Em Curitiba, um fenômeno preocupante se intensifica: o número de moradores solteiros ultrapassa alarmantemente as marcas registradas no restante do país. Dados recentes divulgados pelo IBGE revelam que cerca de um quarto dos domicílios da capital paranaense são ocupados por apenas uma pessoa – 25%, superior aos valores registrados em todo o Paraná (21,5%) e no Brasil como um todo (22,6%). Essa tendência isolacionista exige atenção.
O mercado imobiliário tem respondido de forma imediata a essa mudança demográfica significativa. A Associação dos Dirigentes de Empresas do Mercado Imobiliário do Paraná (Ademi-PR), por meio de levantamento da Brain Inteligência Estratégica, aponta que quase 70% dos lançamentos verticais em Curitiba durante o primeiro trimestre de 2026 se configuram como estúdios e apartamentos compactos. Essa escolha reflete uma realidade social complexa, com jovens buscando autonomia ou pessoas optando por manter sua independência após adiados planos matrimoniais.
O aumento do número de indivíduos morando sozinhos é um reflexo das transformações sociais em curso na sociedade brasileira. Como apurou a Gazeta do Povo, o cientista social Cezar Bueno de Lima, professor no Programa de Pós-Graduação em Direitos Humanos e Políticas Públicas da Pontifícia Universidade Católica do Paraná (PUCPR), destaca que essa mudança se deve ao adiamento do casamento por parte dos indivíduos, à busca crescente pela autonomia pessoal e ao envelhecimento populacional. O modelo familiar tradicional, outrora a norma social, perdeu sua influência dominante.
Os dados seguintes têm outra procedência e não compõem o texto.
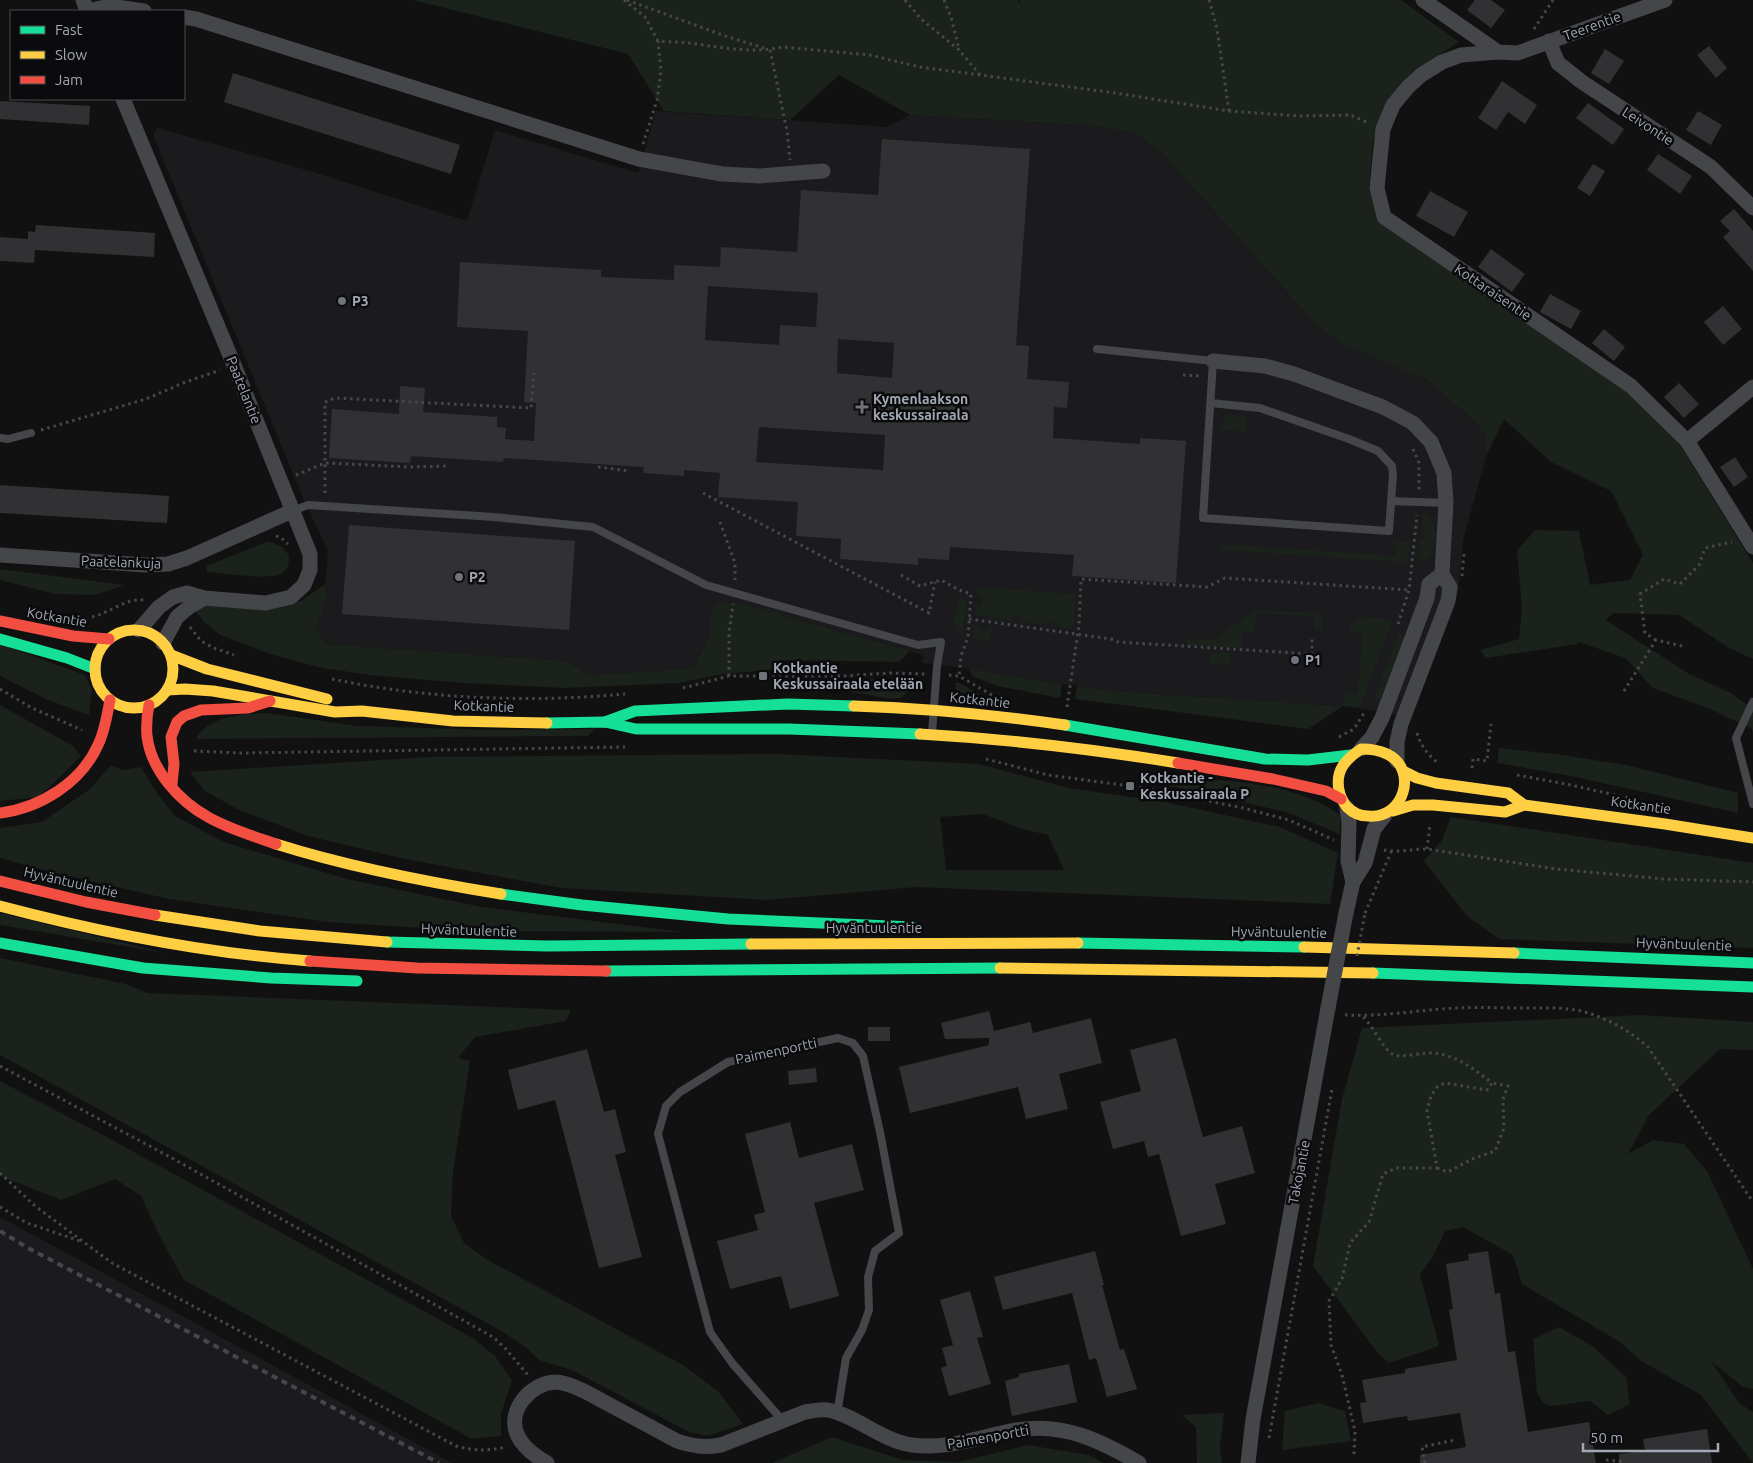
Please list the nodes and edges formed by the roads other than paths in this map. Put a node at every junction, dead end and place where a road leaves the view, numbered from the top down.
1 (1423, 0) edge
2 (1665, 0) edge
3 (92, 10) edge
4 (137, 10) edge
5 (185, 17) edge
6 (1549, 42) junction
7 (1498, 52) junction
8 (1518, 53) joint
9 (123, 100) edge
10 (823, 171) dead end
11 (1753, 208) edge
12 (1097, 349) dead end
13 (1213, 369) junction
14 (1753, 387) edge
15 (1211, 403) junction
16 (31, 433) road end
17 (0, 438) edge
18 (1686, 441) junction
19 (1391, 501) junction
20 (1446, 503) junction
21 (292, 511) junction
22 (1750, 543) edge
23 (0, 555) edge
24 (1442, 574) junction
25 (204, 598) junction
26 (0, 621) edge
27 (139, 630) junction
28 (0, 639) edge
29 (109, 639) junction
30 (167, 649) junction
31 (95, 669) junction
32 (167, 690) junction
33 (110, 700) junction
34 (270, 701) junction
35 (1753, 702) edge
36 (149, 705) junction
37 (933, 710) junction
38 (362, 711) junction
39 (606, 722) junction
40 (931, 735) junction
41 (1356, 752) junction
42 (1401, 766) junction
43 (171, 787) junction
44 (1344, 804) junction
45 (1753, 804) edge
46 (1524, 805) junction
47 (0, 813) edge
48 (1389, 813) junction
49 (1753, 838) edge
50 (0, 881) edge
51 (1353, 882) junction
52 (0, 906) edge
53 (922, 927) dead end
54 (970, 932) dead end
55 (0, 943) edge
56 (1088, 943) junction
57 (1753, 962) edge
58 (517, 970) junction
59 (372, 980) dead end
60 (408, 980) dead end
61 (1753, 987) edge
62 (837, 1414) junction
63 (783, 1421) junction
64 (547, 1463) edge
65 (1139, 1463) edge
66 (1248, 1463) edge

1 - 7 street
2 - 6 street, Teerentie
3 - 4 street
5 - 10 street
6 - 8 street, Teerentie
6 - 11 street, Leivontie
7 - 8 street, Kottaraisentie
7 - 18 street, Kottaraisentie
9 - 21 street, Paatelantie
12 - 13 lane
13 - 15 lane
13 - 20 street
14 - 18 street
15 - 19 lane
15 - 19 lane
16 - 17 lane
18 - 22 street, Kottaraisentie
19 - 20 lane
20 - 24 street
21 - 23 street, Paatelankuja
21 - 25 street, Paatelantie
21 - 37 lane
24 - 41 street
24 - 42 street
25 - 27 street, Paatelantie
25 - 30 street
26 - 29 main road, Kotkantie
27 - 29 main road
27 - 30 main road
28 - 31 main road
29 - 31 main road
30 - 32 main road
30 - 38 main road, Kotkantie
31 - 33 main road
32 - 34 main road, Kotkantie
32 - 36 main road
33 - 36 main road
33 - 47 main road
34 - 38 main road, Kotkantie
34 - 43 main road
35 - 45 lane
36 - 43 main road
37 - 39 main road, Kotkantie
37 - 40 lane
37 - 41 main road, Kotkantie
38 - 39 main road, Kotkantie
39 - 40 main road, Kotkantie
40 - 44 main road, Kotkantie
41 - 42 main road
41 - 44 main road
42 - 46 main road, Kotkantie
42 - 48 main road
43 - 53 main road
44 - 48 main road
44 - 51 street, Takojantie
46 - 48 main road, Kotkantie
46 - 49 main road, Kotkantie
48 - 51 street, Takojantie
50 - 56 main road, Hyväntuulentie
51 - 66 street, Takojantie, bridge
52 - 58 main road
54 - 56 main road
55 - 59 main road
56 - 57 main road, Hyväntuulentie
58 - 60 main road
58 - 61 main road
62 - 63 street, Paimenportti
62 - 63 lane, Paimenportti
62 - 65 street, Paimenportti
63 - 64 street, Paimenportti

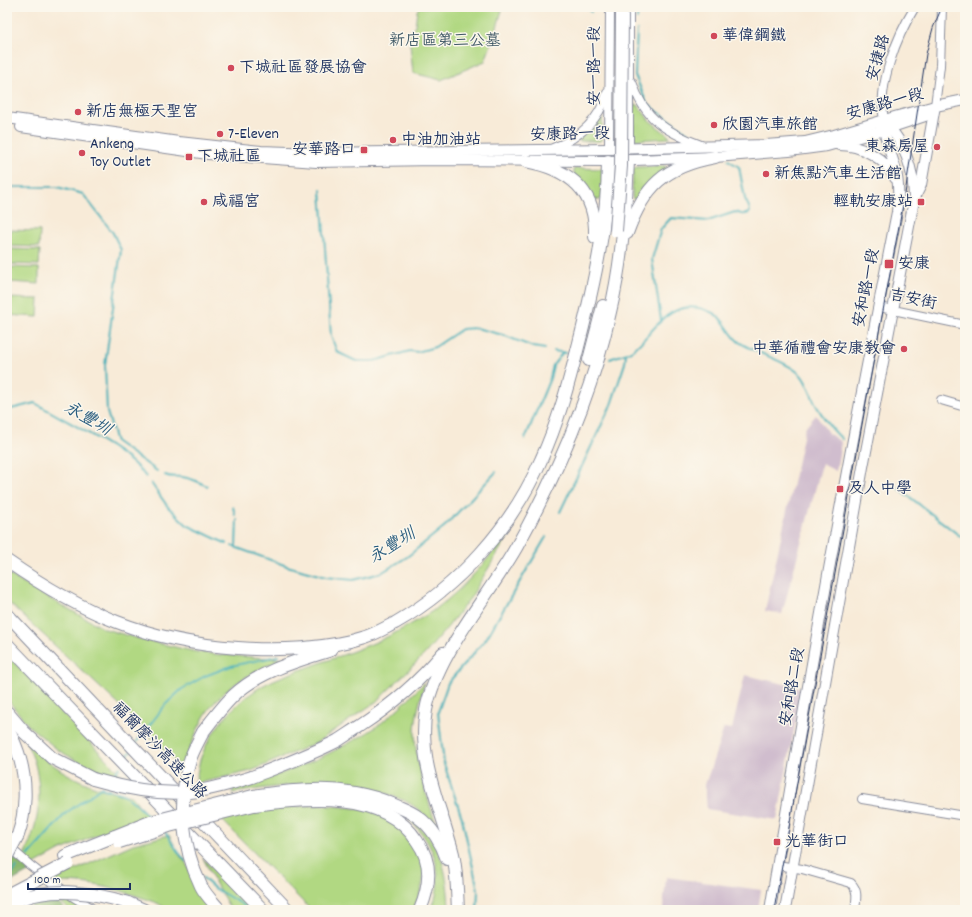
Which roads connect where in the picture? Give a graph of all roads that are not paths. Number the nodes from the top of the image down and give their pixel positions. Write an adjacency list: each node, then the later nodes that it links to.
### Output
1 (915, 7): 13 (street, 安捷路)
2 (942, 7): 10 (street)
3 (612, 9): 5 (street, 安一路一段); 25 (highway)
4 (627, 9): 6 (street); 25 (highway, bridge)
5 (610, 25): 6 (street); 8 (street, 安一路一段)
6 (629, 25): 7 (street)
7 (629, 75): 14 (street); 17 (street)
8 (609, 85): 16 (street, 安一路一段); 18 (street)
9 (965, 100): 10 (main road)
10 (935, 106): 13 (main road, 安康路一段); 24 (main road, 安和路一段)
11 (7, 118): 18 (main road, 安康路一段)
12 (7, 125): 20 (main road, 安康路一段)
13 (886, 125): 14 (main road, 安康路一段); 15 (main road, 安康路一段); 23 (main road, 安和路一段); 24 (main road, 安和路一段)
14 (703, 146): 17 (main road, 安康路一段)
15 (827, 146): 19 (main road, 安康路一段); 23 (main road)
16 (609, 149): 17 (main road, 安康路一段); 18 (main road, 安康路一段); 22 (main road)
17 (629, 149): 21 (main road)
18 (549, 150)
19 (715, 157): 21 (main road, 安康路一段); 26 (highway)
20 (526, 161): 22 (main road, 安康路一段); 27 (highway)
21 (628, 161): 22 (main road, 安康路一段); 26 (highway)
22 (608, 162): 27 (highway)
23 (898, 184): 28 (main road, 安和路一段)
24 (914, 200): 29 (main road, 安和路一段)
25 (612, 231): 33 (highway); 35 (highway)
26 (620, 255): 35 (highway)
27 (593, 283): 33 (highway)
28 (878, 307): 29 (street, 吉安街); 34 (main road, 安和路一段)
29 (893, 310): 30 (street, 吉安街); 36 (main road, 安和路一段)
30 (965, 326)
31 (941, 400): 32 (street)
32 (965, 407)
33 (541, 461): 40 (highway)
34 (848, 469): 42 (main road, 安和路二段)
35 (556, 470): 39 (highway)
36 (861, 476): 43 (main road, 安和路二段)
37 (7, 561): 40 (highway)
38 (7, 614): 52 (highway, 福爾摩沙高速公路)
39 (461, 633): 44 (highway, bridge); 56 (highway)
40 (366, 637): 59 (highway, bridge)
41 (7, 644): 62 (highway)
42 (808, 685): 43 (main road); 53 (main road, 安和路二段)
43 (824, 688): 54 (main road, 安和路二段)
44 (7, 712)
45 (7, 727): 50 (highway, bridge)
46 (862, 799): 48 (street)
47 (254, 801): 51 (highway, bridge); 56 (highway); 65 (highway)
48 (965, 816)
49 (7, 845): 60 (street)
50 (7, 856)
51 (67, 859): 55 (highway); 57 (highway, bridge)
52 (241, 859): 63 (highway, 福爾摩沙高速公路); 64 (highway)
53 (777, 865): 54 (street); 67 (main road, 安和路二段)
54 (792, 868): 68 (main road, 安和路二段); 69 (street)
55 (7, 887)
56 (457, 891): 66 (highway)
57 (7, 895)
58 (7, 906): 61 (highway, bridge)
59 (218, 909)
60 (95, 910)
61 (144, 910)
62 (263, 910)
63 (288, 910)
64 (299, 910)
65 (420, 910)
66 (458, 910)
67 (770, 910)
68 (785, 910)
69 (854, 910)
Experiências como as de Ana Luiza Mayumi Taguti, 23 anos, que deixou o interior em busca de oportunidades em Curitiba, ou Guilherme Marcelino Luiz, de 27 anos – ambos optando por morar sozinhos desde tenra idade –, ilustram essa nova dinâmica social e a valorização da independência. Como ressaltou Wallisten Passos Garcia, professor de Psicologia na PUCPR, o simples fato de ocupar um domicílio sozinho não implica necessariamente em sentir-se solitário; uma vida social ativa pode mitigar esse sentimento, demonstrando que o isolamento é subjetivo e depende do indivíduo.